Está bien que la tecnología se haya metido en nuestras vidas como esas plantas trepadoras que conquistan todo a su paso, pero llegar al punto de tener que hablar con las máquinas ya es como mucho, ¿no? Y eso que no estamos en el 2155, volviendo al futuro como el excéntrico profesor Emmett Brown. 2008, Argentina, y gracias. Lo cierto es que cada vez es más difícil hacer un reclamo ante un ser humano que ponga la oreja y no responda como autómata con frases hechas que no sólo no nos resuelven nada sino que además nos dejan más calientes que hinchas de Racing.
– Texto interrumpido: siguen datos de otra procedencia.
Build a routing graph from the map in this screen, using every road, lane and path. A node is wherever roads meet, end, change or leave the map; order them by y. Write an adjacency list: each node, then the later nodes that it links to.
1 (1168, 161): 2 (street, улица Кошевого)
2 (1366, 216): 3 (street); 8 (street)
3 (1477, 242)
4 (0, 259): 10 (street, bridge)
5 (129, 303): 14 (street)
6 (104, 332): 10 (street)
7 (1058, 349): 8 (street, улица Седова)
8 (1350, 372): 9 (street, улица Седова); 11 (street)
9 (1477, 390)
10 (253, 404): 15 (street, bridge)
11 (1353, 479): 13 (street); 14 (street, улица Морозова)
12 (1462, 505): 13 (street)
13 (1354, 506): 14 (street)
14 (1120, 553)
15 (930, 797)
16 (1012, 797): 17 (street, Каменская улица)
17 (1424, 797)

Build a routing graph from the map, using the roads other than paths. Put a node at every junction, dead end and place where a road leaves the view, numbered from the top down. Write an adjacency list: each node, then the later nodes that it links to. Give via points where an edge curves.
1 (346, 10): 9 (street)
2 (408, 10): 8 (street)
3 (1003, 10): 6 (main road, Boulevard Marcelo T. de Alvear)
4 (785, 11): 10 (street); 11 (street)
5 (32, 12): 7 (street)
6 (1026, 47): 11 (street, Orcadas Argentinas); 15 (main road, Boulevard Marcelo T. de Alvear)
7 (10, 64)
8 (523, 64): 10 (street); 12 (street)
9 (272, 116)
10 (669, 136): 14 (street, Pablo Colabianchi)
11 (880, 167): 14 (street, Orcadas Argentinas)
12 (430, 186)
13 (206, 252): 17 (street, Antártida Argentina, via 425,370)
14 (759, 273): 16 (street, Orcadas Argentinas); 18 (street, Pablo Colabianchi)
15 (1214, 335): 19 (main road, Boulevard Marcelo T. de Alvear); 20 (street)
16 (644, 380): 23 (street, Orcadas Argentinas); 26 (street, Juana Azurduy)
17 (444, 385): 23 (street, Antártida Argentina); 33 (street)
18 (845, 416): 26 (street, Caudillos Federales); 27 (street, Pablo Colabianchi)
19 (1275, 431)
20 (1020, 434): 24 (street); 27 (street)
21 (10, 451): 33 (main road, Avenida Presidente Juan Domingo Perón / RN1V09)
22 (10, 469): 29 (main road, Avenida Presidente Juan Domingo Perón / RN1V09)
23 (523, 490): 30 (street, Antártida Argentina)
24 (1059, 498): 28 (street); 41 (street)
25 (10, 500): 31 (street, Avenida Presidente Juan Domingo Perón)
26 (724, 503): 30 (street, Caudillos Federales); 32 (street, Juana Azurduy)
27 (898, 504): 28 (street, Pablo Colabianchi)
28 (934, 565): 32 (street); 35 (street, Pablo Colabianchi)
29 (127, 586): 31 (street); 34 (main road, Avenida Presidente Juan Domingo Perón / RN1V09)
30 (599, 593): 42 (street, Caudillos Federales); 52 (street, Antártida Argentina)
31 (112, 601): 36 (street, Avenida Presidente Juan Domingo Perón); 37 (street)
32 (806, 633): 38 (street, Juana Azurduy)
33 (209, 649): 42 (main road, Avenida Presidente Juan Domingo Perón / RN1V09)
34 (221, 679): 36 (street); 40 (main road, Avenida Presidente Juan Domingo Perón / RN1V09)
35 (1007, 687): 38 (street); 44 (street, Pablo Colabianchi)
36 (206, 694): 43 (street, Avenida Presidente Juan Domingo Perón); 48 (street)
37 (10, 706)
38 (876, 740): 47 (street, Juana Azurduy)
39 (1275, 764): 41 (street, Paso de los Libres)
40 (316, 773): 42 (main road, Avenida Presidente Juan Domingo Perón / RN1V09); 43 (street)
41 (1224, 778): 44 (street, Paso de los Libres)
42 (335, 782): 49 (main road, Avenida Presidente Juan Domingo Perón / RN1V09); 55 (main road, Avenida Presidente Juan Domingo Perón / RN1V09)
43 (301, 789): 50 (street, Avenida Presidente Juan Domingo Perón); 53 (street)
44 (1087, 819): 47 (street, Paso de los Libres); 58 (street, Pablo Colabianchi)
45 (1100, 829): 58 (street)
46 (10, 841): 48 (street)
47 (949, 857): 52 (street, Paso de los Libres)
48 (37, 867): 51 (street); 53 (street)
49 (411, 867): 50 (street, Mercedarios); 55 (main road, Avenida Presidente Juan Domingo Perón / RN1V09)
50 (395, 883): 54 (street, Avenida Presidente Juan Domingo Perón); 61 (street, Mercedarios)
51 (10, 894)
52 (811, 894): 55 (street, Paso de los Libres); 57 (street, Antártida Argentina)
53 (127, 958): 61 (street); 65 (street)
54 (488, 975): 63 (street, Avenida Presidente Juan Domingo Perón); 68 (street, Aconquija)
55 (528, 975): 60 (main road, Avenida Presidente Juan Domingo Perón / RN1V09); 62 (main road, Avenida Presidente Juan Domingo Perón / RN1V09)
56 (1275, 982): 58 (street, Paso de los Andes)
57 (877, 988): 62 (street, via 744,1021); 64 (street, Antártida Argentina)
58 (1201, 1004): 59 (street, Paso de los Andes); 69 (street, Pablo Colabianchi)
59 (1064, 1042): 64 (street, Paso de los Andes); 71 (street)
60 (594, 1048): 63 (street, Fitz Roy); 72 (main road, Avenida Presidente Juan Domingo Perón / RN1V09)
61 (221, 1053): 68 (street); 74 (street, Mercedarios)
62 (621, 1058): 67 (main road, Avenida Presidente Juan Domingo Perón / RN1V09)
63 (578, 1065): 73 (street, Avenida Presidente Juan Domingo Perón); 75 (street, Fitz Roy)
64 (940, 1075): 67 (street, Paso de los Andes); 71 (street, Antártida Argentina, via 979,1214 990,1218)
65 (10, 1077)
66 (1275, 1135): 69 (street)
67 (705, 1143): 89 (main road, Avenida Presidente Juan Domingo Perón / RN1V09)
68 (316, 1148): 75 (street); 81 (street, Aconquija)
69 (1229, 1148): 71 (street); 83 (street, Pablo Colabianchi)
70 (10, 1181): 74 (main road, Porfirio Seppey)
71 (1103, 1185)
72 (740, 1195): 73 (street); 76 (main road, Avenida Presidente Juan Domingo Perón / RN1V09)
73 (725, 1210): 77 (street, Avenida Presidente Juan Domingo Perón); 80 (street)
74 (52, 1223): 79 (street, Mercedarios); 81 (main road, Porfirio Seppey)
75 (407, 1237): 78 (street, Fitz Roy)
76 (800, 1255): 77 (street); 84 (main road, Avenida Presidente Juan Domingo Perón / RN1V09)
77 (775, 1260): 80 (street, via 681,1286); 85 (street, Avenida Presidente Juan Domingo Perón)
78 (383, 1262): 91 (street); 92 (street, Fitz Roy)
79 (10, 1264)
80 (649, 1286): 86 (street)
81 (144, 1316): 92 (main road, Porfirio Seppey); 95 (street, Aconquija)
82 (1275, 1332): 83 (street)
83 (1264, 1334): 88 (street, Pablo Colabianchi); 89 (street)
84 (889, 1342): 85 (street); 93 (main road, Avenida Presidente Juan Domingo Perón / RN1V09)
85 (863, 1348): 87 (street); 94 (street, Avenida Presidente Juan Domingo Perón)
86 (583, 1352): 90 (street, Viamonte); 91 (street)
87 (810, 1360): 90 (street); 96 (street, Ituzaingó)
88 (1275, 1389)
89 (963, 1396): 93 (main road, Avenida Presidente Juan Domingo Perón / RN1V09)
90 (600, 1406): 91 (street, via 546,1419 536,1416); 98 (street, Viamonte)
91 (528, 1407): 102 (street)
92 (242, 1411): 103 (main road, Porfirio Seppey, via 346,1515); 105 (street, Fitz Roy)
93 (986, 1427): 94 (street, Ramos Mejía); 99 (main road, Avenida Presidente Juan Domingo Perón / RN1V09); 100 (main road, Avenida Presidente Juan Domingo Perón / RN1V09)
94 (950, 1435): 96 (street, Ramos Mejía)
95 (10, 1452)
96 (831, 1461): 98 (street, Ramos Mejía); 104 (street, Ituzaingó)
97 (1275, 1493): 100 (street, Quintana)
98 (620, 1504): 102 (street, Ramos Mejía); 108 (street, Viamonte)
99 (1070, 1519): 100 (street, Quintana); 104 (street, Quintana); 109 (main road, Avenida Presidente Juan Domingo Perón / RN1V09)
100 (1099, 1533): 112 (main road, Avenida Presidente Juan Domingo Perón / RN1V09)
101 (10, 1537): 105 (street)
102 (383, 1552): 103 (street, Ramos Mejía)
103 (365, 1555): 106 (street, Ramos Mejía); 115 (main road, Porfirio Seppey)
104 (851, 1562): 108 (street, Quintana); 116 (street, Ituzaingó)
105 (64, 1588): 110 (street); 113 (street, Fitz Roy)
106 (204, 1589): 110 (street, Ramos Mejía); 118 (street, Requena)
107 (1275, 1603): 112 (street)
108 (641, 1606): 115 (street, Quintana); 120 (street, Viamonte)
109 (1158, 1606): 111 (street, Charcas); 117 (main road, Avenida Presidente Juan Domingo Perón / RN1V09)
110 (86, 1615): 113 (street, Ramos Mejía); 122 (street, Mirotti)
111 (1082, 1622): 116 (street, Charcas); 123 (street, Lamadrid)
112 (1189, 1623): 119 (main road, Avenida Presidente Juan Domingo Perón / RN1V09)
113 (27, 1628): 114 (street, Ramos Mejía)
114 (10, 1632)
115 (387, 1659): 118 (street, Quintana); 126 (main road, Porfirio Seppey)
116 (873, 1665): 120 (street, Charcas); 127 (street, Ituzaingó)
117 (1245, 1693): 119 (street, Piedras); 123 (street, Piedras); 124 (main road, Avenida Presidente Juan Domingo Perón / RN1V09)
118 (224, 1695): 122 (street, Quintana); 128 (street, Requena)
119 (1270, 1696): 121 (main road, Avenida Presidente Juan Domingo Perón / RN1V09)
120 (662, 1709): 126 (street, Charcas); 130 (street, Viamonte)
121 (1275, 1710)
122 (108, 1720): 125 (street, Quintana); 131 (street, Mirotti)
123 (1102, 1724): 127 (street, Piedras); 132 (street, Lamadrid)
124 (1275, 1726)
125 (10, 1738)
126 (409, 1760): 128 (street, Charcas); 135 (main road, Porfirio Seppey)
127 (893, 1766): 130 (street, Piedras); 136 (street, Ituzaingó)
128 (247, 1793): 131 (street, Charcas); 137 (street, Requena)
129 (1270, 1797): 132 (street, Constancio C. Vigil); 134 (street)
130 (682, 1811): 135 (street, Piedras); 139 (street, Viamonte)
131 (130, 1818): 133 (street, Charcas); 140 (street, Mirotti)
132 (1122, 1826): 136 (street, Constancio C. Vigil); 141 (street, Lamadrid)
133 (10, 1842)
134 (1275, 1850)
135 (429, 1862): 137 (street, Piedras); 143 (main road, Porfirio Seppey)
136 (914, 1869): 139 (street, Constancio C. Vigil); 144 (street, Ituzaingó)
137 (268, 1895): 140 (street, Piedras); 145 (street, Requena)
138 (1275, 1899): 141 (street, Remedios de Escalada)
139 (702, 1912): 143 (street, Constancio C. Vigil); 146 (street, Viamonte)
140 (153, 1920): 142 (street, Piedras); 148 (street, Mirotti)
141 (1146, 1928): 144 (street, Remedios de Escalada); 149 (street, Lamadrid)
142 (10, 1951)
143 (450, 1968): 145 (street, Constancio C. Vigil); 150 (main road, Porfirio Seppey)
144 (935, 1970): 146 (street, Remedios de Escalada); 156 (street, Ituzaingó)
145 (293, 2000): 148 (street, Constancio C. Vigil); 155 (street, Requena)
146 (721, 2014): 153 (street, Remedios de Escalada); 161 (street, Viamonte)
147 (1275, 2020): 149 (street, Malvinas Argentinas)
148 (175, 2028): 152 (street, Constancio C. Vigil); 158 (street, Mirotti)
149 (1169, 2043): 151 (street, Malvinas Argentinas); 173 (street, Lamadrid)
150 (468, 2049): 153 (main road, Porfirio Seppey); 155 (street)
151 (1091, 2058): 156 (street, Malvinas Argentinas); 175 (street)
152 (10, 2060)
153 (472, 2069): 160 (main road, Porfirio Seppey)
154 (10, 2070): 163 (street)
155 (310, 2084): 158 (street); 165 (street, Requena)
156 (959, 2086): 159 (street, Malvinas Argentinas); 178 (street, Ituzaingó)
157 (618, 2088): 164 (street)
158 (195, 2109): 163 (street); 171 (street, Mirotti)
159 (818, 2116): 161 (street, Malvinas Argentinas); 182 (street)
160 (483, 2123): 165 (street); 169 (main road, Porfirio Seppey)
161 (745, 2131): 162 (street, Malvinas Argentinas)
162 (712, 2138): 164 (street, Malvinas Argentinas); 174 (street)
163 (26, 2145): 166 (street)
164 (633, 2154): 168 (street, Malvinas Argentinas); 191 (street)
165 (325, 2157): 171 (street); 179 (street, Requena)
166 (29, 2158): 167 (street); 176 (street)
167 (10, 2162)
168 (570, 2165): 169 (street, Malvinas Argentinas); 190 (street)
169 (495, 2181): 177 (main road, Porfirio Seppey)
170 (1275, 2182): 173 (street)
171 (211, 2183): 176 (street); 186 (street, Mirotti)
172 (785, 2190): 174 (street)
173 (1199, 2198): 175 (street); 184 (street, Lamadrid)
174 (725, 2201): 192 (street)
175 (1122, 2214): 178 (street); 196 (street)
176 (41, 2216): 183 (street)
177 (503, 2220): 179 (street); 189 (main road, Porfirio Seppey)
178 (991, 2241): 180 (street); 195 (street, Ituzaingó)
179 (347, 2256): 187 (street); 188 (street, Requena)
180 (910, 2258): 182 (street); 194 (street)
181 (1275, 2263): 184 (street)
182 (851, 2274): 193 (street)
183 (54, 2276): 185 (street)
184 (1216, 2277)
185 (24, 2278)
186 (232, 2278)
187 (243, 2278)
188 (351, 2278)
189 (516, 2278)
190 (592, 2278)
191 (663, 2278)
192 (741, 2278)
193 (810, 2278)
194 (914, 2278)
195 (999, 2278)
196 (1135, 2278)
En caso de lograr dar con el señor o señorita que aparece del otro lado –después de esperar con esa insoportable musiquita de fondo–, se limitan a derivarnos siempre a otro interno (¿somos tan tontos que nunca marcamos el que corresponde?). A cambio recibirán, con su mejor y edulcorado tonito, toda clase de insultos sin inmutarse. Ojo: no nos extrañe que en cualquier momento saquen su De Angeli contenido y nos manden al mismísimo Bush.
Una situación similar vivieron, entre tantos, dos jubilados que podrían ser sus padres pero resulta que son los míos. Más de una vez, ellos recibieron su boleta de Telefónica con llamadas a celulares que no habían realizado. Imaginen a dos personas grandes llevadas por una voz grabada a pasear por esa especie de oca del “marque tal” y “ahora marque cual”.
Tan agotador y kafkiano resultó el proceso que finalmente terminaron pagando por temor a que les cortaran esa vía de comunicación más que prioritaria para los de su edad.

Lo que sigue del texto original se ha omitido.